We know that our conventional armed forces are under strength and ill equipped, and as Chilcot noted, such deficiencies put our soldiers in danger when deployed in danger zones. A national newspaper reported yesterday that the Army is placing under-trained recruits in front-line roles. Conventional forces, working in tandem with international law, can deliver peace and stability through peacekeeping. Trident can never do that.

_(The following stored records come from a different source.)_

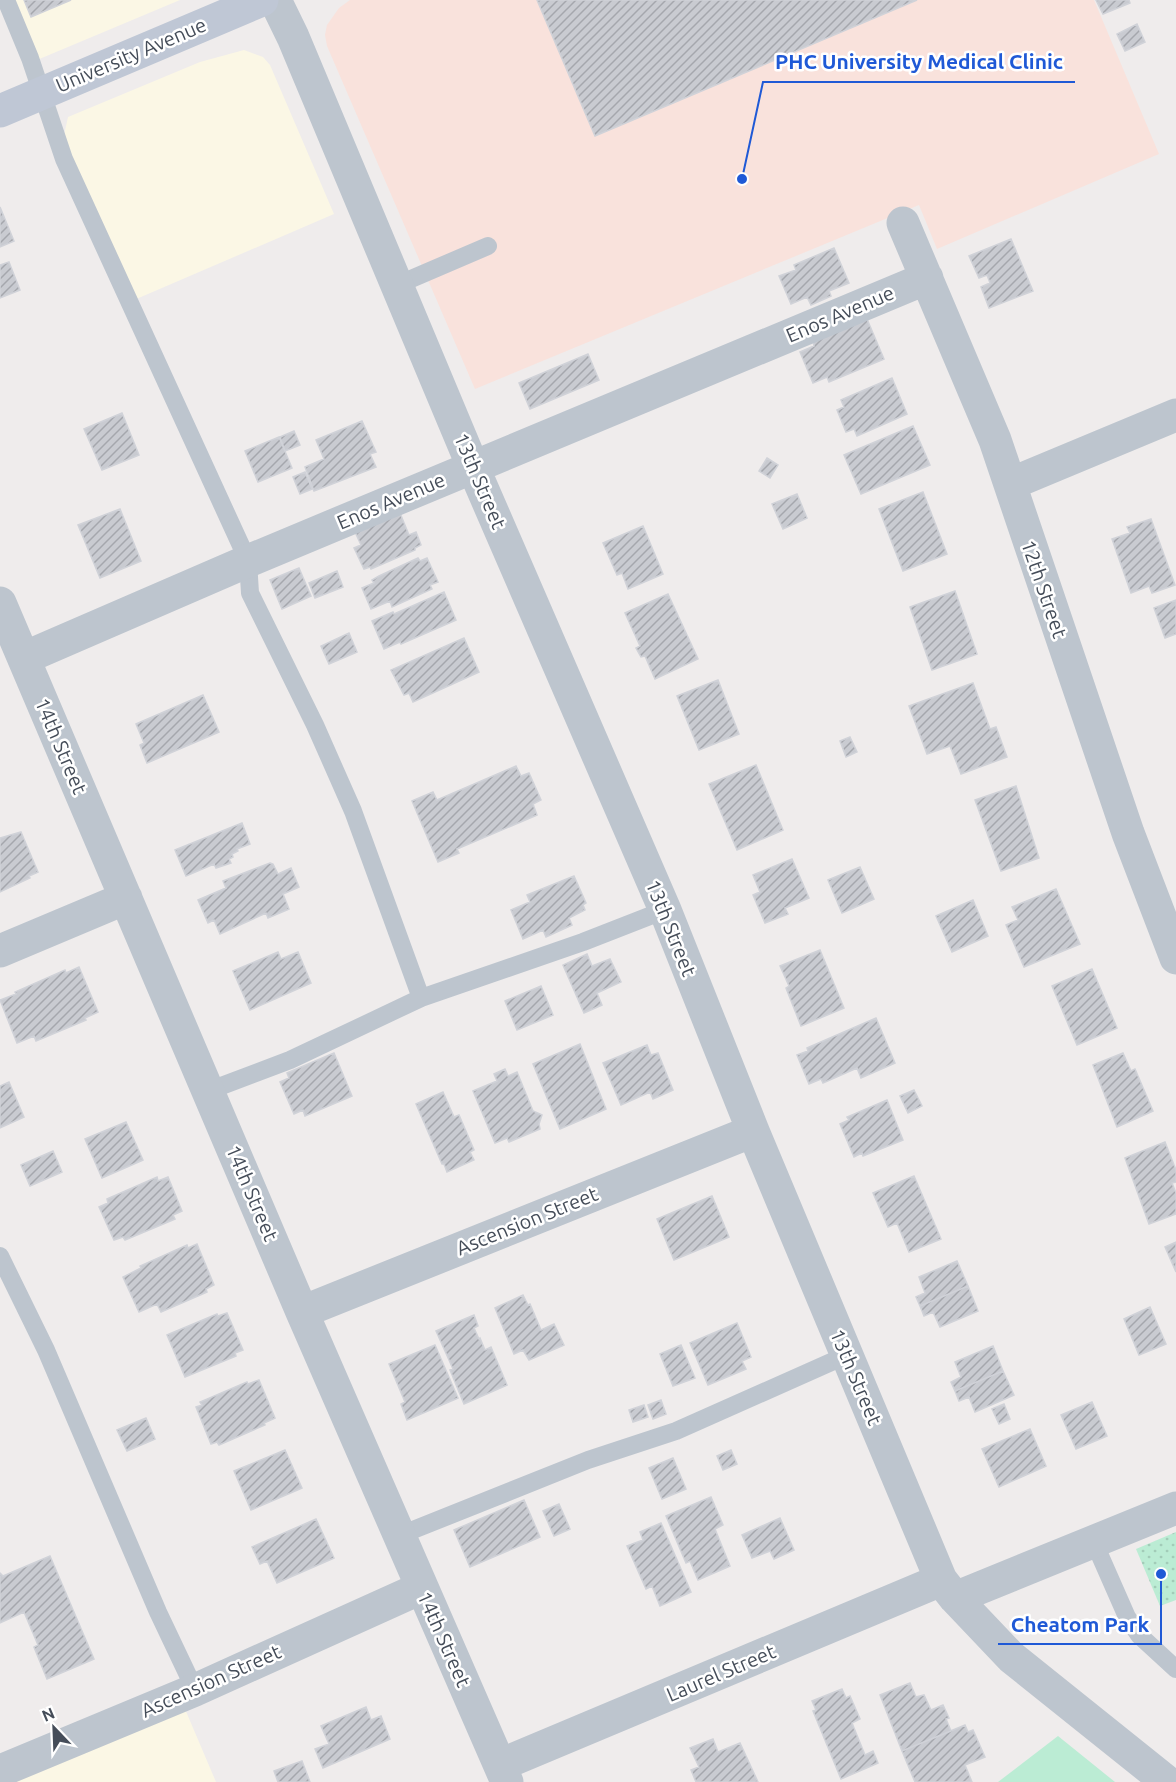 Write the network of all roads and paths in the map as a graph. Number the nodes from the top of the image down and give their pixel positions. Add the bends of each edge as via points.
1 (6, 0) edge
2 (262, 0) edge
3 (274, 0) edge
4 (41, 93) junction
5 (0, 111) edge
6 (903, 223) dead end
7 (488, 246) dead end
8 (927, 278) junction
9 (397, 285) junction
10 (1176, 415) edge
11 (473, 467) junction
12 (1010, 484) junction
13 (248, 561) junction
14 (0, 603) edge
15 (24, 658) junction
16 (126, 898) junction
17 (665, 910) junction
18 (1170, 923) edge
19 (0, 951) edge
20 (1176, 958) edge
21 (421, 998) junction
22 (208, 1091) junction
23 (753, 1131) junction
24 (0, 1256) edge
25 (302, 1312) junction
26 (847, 1355) junction
27 (1176, 1508) edge
28 (399, 1536) junction
29 (1094, 1542) junction
30 (421, 1588) junction
31 (948, 1589) junction
32 (1176, 1669) edge
33 (195, 1690) junction
34 (0, 1771) edge
35 (503, 1774) edge
36 (1167, 1782) edge

1 - 4 lane
2 - 4 main road, University Avenue
3 - 9 street, 13th Street
4 - 5 main road, University Avenue
4 - 13 lane via 64,159
6 - 8 street, 12th Street
7 - 9 lane
8 - 11 street, Enos Avenue
8 - 12 street, 12th Street
9 - 11 street, 13th Street
10 - 12 street
11 - 13 street, Enos Avenue
11 - 17 street, 13th Street
12 - 18 street, 12th Street via 1124,821
13 - 15 street, Enos Avenue
13 - 21 lane via 250,593 353,811
14 - 15 street, 14th Street
15 - 16 street, 14th Street
16 - 19 street
16 - 22 street, 14th Street
17 - 21 lane
17 - 23 street, 13th Street
18 - 20 street, 12th Street
21 - 22 lane via 290,1060
22 - 25 street, 14th Street
23 - 25 street, Ascension Street
23 - 26 street, 13th Street
24 - 33 lane via 46,1350
25 - 28 street, 14th Street
26 - 28 lane via 676,1431 588,1460
26 - 31 street, 13th Street
27 - 29 street, Laurel Street
28 - 30 street, 14th Street
29 - 31 street, Laurel Street
29 - 32 lane via 1127,1617 1139,1635
30 - 33 street, Ascension Street
30 - 35 street, 14th Street
31 - 35 street, Laurel Street
31 - 36 street, 13th Street via 1011,1657
33 - 34 street, Ascension Street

I understand that the Prime Minister visited Wales today and had meetings with the Labour First Minister, Carwyn Jones. I understand that my nation’s role in Brexit negotiations was discussed, and I understand that they discussed the future of the Union. The future of Scotland’s presence in the Union is now very much in question. Only a couple of years ago, Labour’s First Minister offered a warm welcome to Trident in Pembrokeshire at the prospect of just such an eventuality. Under pressure from his own Assembly Members, he backed off, but he will be encouraged by Labour Back Benchers today. My country has suffered the legacy of industrial decay and suffered at the hands of the poverty of Welsh Labour’s economic ambition and the poverty of its vision for Wales. But we will not accept the mantra of “jobs at any cost.”

If Trident leaves Faslane, the Westminster Government will need to find a base in England, because we are not so poor in spirit as to accept the toxic status symbol of Britain’s imagined standing on the world stage. The security of Wales is dependent on the security of the global community, not on antiquated technology. My Plaid Cymru colleagues and I will vote against this motion.